Runaway Tram first began testing on June 17, 2019. The coaster was originally intended to open on July 2, 2019, in time for the 4th of July long weekend, but an unprecedentedly slow approval process delayed its opening. Once the state signed off on the attraction, Runaway Tram opened to the public on August 9, 2019.

==Characteristics==
===Statistics===
Runaway Tram is 36 ft tall, 922 ft long, and reaches speeds of up to 28.6 mi/h. The coaster runs a single 10 car train, each car of seats 2 riders in a single row for a total occupancy of 20 riders. In addition, the coaster occupies a 194.6' x 87.9' site. The ride's track is supported by 118 support columns.

===Model===
Runaway Tram was manufactured by Zierer, and is one of their Force models. The layout is that of the Force 281 variant, which is composed of a single booster wheel lift hill and helix, as well as various twists and turns. As of 2021, only four of the 281 variant have been built, including Flight School (2019) at Emerald Park in Ireland and Flyvende Ørn (2018) at Legoland Billund Resort in Denmark.

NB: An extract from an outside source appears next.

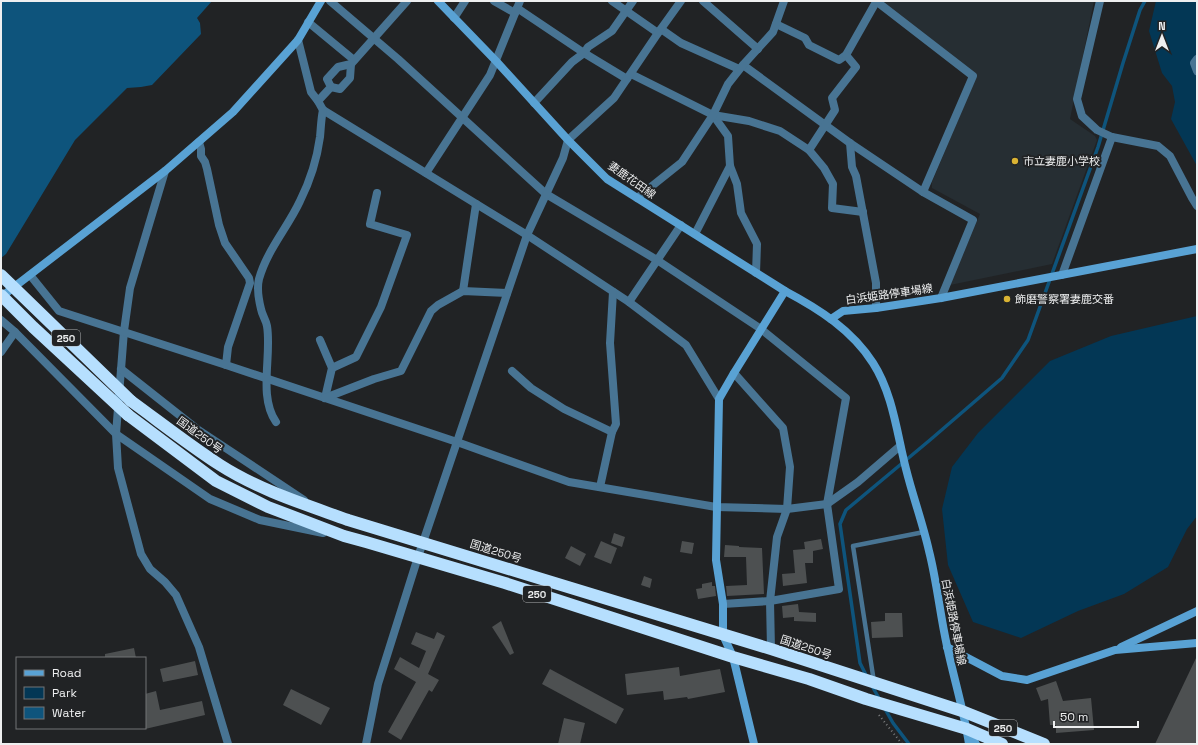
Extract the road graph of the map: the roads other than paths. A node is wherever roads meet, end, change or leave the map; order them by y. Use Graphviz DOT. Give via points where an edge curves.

The latter coaster served as a direct influence for Runaway Tram's installation, as Morey's representatives had ridden it during a Scandinavia business trip in 2018 and felt that the attraction was the correct fit for their park.

===Theme===
Runaway Tram's train is modeled after the local Wildwood Sightseer Tramcar, a trackless train that runs along the Wildwood Boardwalk. The service was originally built for the 1939 New York World's Fair before debuting on the Wildwood Boardwalk in June 1949. Runaway Tram's themed train and station were designed by Cincinnati-based creative firm JRA while the custom LED signage was designed and manufactured by local firm A.B.S. Sign Company.